Today makes 5 years. I can’t wrap my head around it. It feels so big and significant. I know it is just another anniversary year, but 5 feels somehow bigger–like a milestone.
In a way, I feel like a lot of the time since Boris died was sort-of robbed from me. The COVID-19 pandemic hit before I made it to the 2-year mark, around the time when I was starting to pull myself out of the shock of my loss. In year 2 I started to get out of the grief cave I’d built for myself. I created an online dating profile, I traveled solo to Puerto Rico and started my Ph.D. program, and felt like I was getting some of my energy back, even though I was still reeling from my loss. When the pandemic hit, I sort of reverted back into my shell. I was anxious and worried, but it also allowed me to go back into hiding in a way. I didn’t have to deal with social events because I was not going anywhere. I didn’t meet new people, I didn’t travel, and I didn’t have to leave my comfort zone much. Maybe I needed this extra time to stay safeguarded from the world, but I think it also cushioned me from facing my grief in some ways.

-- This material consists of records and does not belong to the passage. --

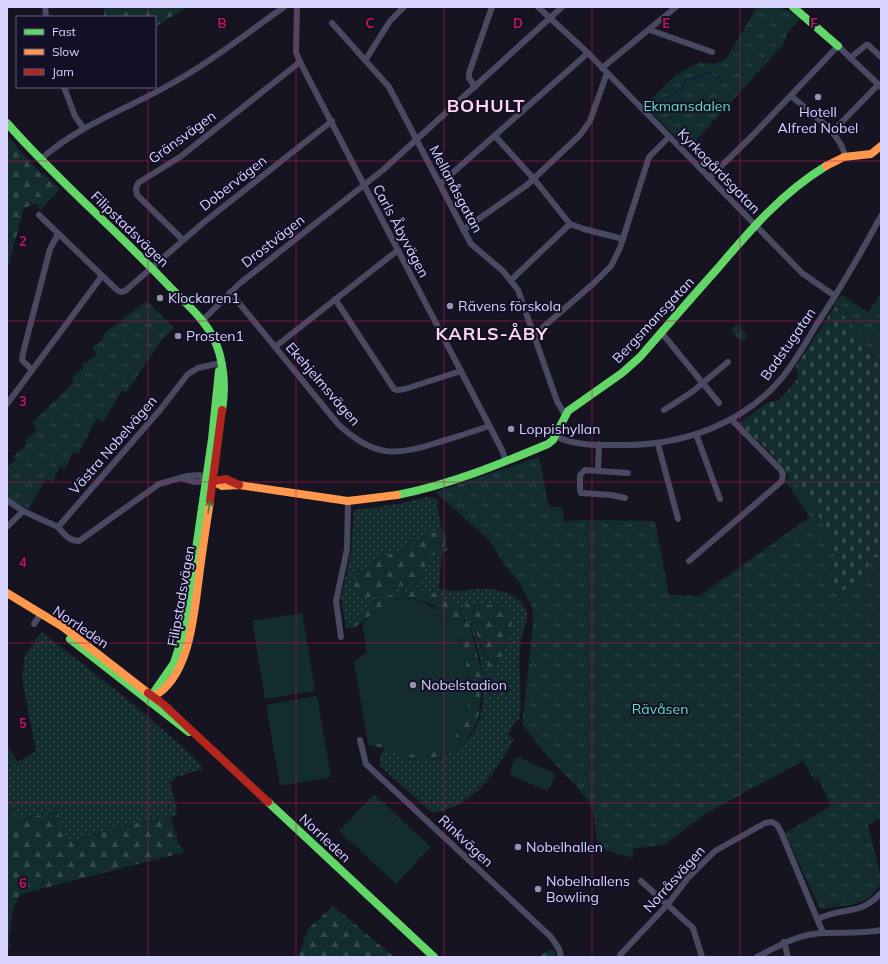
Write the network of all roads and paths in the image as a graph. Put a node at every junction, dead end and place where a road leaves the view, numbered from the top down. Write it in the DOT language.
graph roads {
  1 [pos="284,7"];
  2 [pos="297,7"];
  3 [pos="404,7"];
  4 [pos="492,7"];
  5 [pos="538,7"];
  6 [pos="562,7"];
  7 [pos="676,7"];
  8 [pos="793,7"];
  9 [pos="551,17"];
  10 [pos="332,23"];
  11 [pos="650,30"];
  12 [pos="838,46"];
  13 [pos="712,52"];
  14 [pos="588,53"];
  15 [pos="881,57"];
  16 [pos="850,58"];
  17 [pos="366,59"];
  18 [pos="300,62"];
  19 [pos="604,71"];
  20 [pos="880,86"];
  21 [pos="475,87"];
  22 [pos="64,88"];
  23 [pos="791,96"];
  24 [pos="332,121"];
  25 [pos="7,123"];
  26 [pos="84,129"];
  27 [pos="832,132"];
  28 [pos="494,136"];
  29 [pos="669,137"];
  30 [pos="417,139"];
  31 [pos="881,146"];
  32 [pos="845,157"];
  33 [pos="40,160"];
  34 [pos="709,178"];
  35 [pos="534,179"];
  36 [pos="440,184"];
  37 [pos="364,185"];
  38 [pos="39,215"];
  39 [pos="881,216"];
  40 [pos="570,224"];
  41 [pos="755,225"];
  42 [pos="463,230"];
  43 [pos="58,234"];
  44 [pos="623,239"];
  45 [pos="183,240"];
  46 [pos="398,250"];
  47 [pos="152,267"];
  48 [pos="102,276"];
  49 [pos="511,280"];
  50 [pos="230,292"];
  51 [pos="835,296"];
  52 [pos="335,299"];
  53 [pos="202,321"];
  54 [pos="662,332"];
  55 [pos="534,335"];
  56 [pos="275,347"];
  57 [pos="728,362"];
  58 [pos="220,364"];
  59 [pos="31,369"];
  60 [pos="461,371"];
  61 [pos="703,383"];
  62 [pos="718,403"];
  63 [pos="7,404"];
  64 [pos="664,410"];
  65 [pos="565,415"];
  66 [pos="731,419"];
  67 [pos="489,426"];
  68 [pos="696,434"];
  69 [pos="555,436"];
  70 [pos="599,444"];
  71 [pos="658,444"];
  72 [pos="506,461"];
  73 [pos="598,471"];
  74 [pos="628,473"];
  75 [pos="209,480"];
  76 [pos="625,498"];
  77 [pos="720,498"];
  78 [pos="7,500"];
  79 [pos="348,501"];
  80 [pos="23,511"];
  81 [pos="678,519"];
  82 [pos="7,527"];
  83 [pos="58,527"];
  84 [pos="689,562"];
  85 [pos="7,593"];
  86 [pos="40,615"];
  87 [pos="34,624"];
  88 [pos="341,637"];
  89 [pos="152,699"];
  90 [pos="360,740"];
  91 [pos="641,881"];
  92 [pos="881,893"];
  93 [pos="668,904"];
  94 [pos="818,919"];
  95 [pos="881,930"];
  96 [pos="823,933"];
  97 [pos="784,942"];
  98 [pos="620,956"];
  99 [pos="434,957"];
  100 [pos="561,957"];
  101 [pos="702,957"];
  102 [pos="757,957"];
  103 [pos="788,957"];
  1 -- 26 [label="street"];
  2 -- 18 [label="street, Carls Åbyvägen"];
  3 -- 17 [label="street"];
  4 -- 21 [label="street"];
  5 -- 9 [label="street, Kyrkogårdsgatan"];
  6 -- 9 [label="street, Drostvägen"];
  7 -- 11 [label="street"];
  8 -- 12 [label="street"];
  9 -- 14 [label="street, Kyrkogårdsgatan"];
  9 -- 21 [label="street, Drostvägen"];
  10 -- 17 [label="street, Mellanåsgatan"];
  11 -- 13 [label="street"];
  11 -- 19 [label="street"];
  12 -- 16 [label="street"];
  12 -- 23 [label="street"];
  14 -- 19 [label="street, Kyrkogårdsgatan"];
  14 -- 28 [label="street"];
  15 -- 16 [label="street"];
  16 -- 20 [label="street"];
  17 -- 30 [label="street, Mellanåsgatan"];
  18 -- 24 [label="street, Carls Åbyvägen"];
  18 -- 45 [label="street, Gränsvägen"];
  19 -- 29 [label="street, Kyrkogårdsgatan"];
  19 -- 35 [label="street"];
  20 -- 27 [label="street"];
  21 -- 30 [label="street, Drostvägen"];
  22 -- 26 [label="street"];
  23 -- 27 [label="street"];
  23 -- 34 [label="street"];
  24 -- 37 [label="street, Carls Åbyvägen"];
  24 -- 45 [label="street, Dobervägen"];
  25 -- 33 [label="street, Filipstadsvägen"];
  26 -- 33 [label="street"];
  27 -- 32 [label="street"];
  28 -- 35 [label="street"];
  28 -- 36 [label="street"];
  29 -- 34 [label="street, Kyrkogårdsgatan"];
  29 -- 44 [label="street"];
  30 -- 36 [label="street, Mellanåsgatan"];
  30 -- 37 [label="street, Drostvägen"];
  31 -- 32 [label="street, Bergsmansgatan"];
  32 -- 41 [label="street, Bergsmansgatan"];
  33 -- 47 [label="street, Filipstadsvägen"];
  34 -- 41 [label="street, Kyrkogårdsgatan"];
  35 -- 40 [label="street"];
  35 -- 42 [label="street"];
  36 -- 42 [label="street, Mellanåsgatan"];
  37 -- 46 [label="street, Carls Åbyvägen"];
  37 -- 50 [label="street, Drostvägen"];
  38 -- 43 [label="street"];
  39 -- 51 [label="street, Badstugatan"];
  40 -- 44 [label="street"];
  40 -- 49 [label="street"];
  41 -- 51 [label="street, Kyrkogårdsgatan"];
  41 -- 54 [label="street, Bergsmansgatan"];
  42 -- 49 [label="street, Mellanåsgatan"];
  43 -- 48 [label="street"];
  43 -- 59 [label="street"];
  44 -- 55 [label="street"];
  45 -- 47 [label="street, Dobervägen"];
  46 -- 52 [label="street"];
  46 -- 60 [label="street, Carls Åbyvägen"];
  47 -- 48 [label="street, Dobervägen"];
  47 -- 53 [label="street, Filipstadsvägen"];
  48 -- 59 [label="street"];
  49 -- 55 [label="street, Mellanåsgatan"];
  50 -- 53 [label="street, Drostvägen"];
  50 -- 56 [label="street, Ekehjelmsvägen"];
  51 -- 66 [label="street, Badstugatan"];
  52 -- 56 [label="street"];
  52 -- 60 [label="street"];
  53 -- 58 [label="street, Filipstadsvägen"];
  54 -- 61 [label="street"];
  54 -- 65 [label="street, Bergsmansgatan"];
  55 -- 65 [label="street, Mellanåsgatan"];
  56 -- 67 [label="street, Ekehjelmsvägen"];
  57 -- 61 [label="street"];
  58 -- 75 [label="street, Filipstadsvägen"];
  58 -- 83 [label="street, Västra Nobelvägen"];
  59 -- 63 [label="street"];
  60 -- 67 [label="street, Carls Åbyvägen"];
  61 -- 62 [label="street"];
  61 -- 64 [label="street"];
  65 -- 69 [label="street, Bergsmansgatan"];
  66 -- 68 [label="street, Badstugatan"];
  66 -- 84 [label="street"];
  67 -- 72 [label="street, Carls Åbyvägen"];
  68 -- 71 [label="street, Badstugatan"];
  68 -- 77 [label="street"];
  69 -- 70 [label="street, Badstugatan"];
  69 -- 72 [label="street, Bergsmansgatan"];
  70 -- 71 [label="street, Badstugatan"];
  70 -- 73 [label="street"];
  71 -- 81 [label="street"];
  72 -- 79 [label="street, Bergsmansgatan"];
  73 -- 74 [label="street"];
  73 -- 76 [label="street"];
  75 -- 79 [label="street, Bergsmansgatan"];
  75 -- 83 [label="street, Bergsmansgatan"];
  75 -- 89 [label="street, Filipstadsvägen"];
  78 -- 80 [label="street"];
  79 -- 88 [label="street"];
  80 -- 82 [label="street"];
  80 -- 83 [label="street"];
  85 -- 86 [label="street, Norrleden"];
  86 -- 87 [label="street"];
  86 -- 89 [label="street, Norrleden"];
  89 -- 99 [label="street, Norrleden"];
  90 -- 100 [label="street, Rinkvägen"];
  91 -- 93 [label="street"];
  92 -- 94 [label="street"];
  93 -- 94 [label="street, Norråsvägen"];
  93 -- 98 [label="street, Norråsvägen"];
  93 -- 101 [label="street"];
  94 -- 96 [label="street, Norråsvägen"];
  95 -- 96 [label="street"];
  96 -- 97 [label="street"];
  97 -- 102 [label="street"];
  97 -- 103 [label="street"];
}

On top of the pandemic, I became very involved in caring for my dad because his health declined very rapidly. I moved in with my parents and together with my mom and sister provide 24/7 care for him. It’s exhausting and hard, and well, I am grieving yet again. It sort of layered onto my grief of losing Boris.
Now, 5 years after he died, I feel like I lost some of those years. I feel like I didn’t get to really go through the grief motions and heal like I “wanted to” (which feels weird to say?). I want some of that time back, to travel more and maybe even date more. And not to spend so much time anxious about a contagious illness and away from people, plus providing care for my dad with Parkinson’s and dementia. I feel bitter about my grief experience, I guess.

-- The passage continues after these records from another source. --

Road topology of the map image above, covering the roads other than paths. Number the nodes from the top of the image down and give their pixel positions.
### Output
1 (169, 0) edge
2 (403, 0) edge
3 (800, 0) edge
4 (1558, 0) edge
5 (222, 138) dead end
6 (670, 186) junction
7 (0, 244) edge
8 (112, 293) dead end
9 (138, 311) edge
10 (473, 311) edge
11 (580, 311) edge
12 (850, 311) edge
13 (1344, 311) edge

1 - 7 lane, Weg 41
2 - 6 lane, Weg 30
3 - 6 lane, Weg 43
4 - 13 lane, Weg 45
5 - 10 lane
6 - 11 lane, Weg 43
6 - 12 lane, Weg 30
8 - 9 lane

I will end on a more positive note, though. I have felt supported by so many people during these 5 years. I have been lucky enough to have great therapists and meet other grieving people (especially widows!) along the way. I have read amazing grief books. My family has been there for me, I have a core group of friends who have been there for me, and I have a new kind of relationship with Boris’s parents (which is a whole other post in itself!).
I guess I just feel complicated feelings about the 5-year mark because it feels big and heavy. I miss Boris every day, and I just wish he were here. I wish I could tell him about these 5 years, and see his big grin and hold his hand.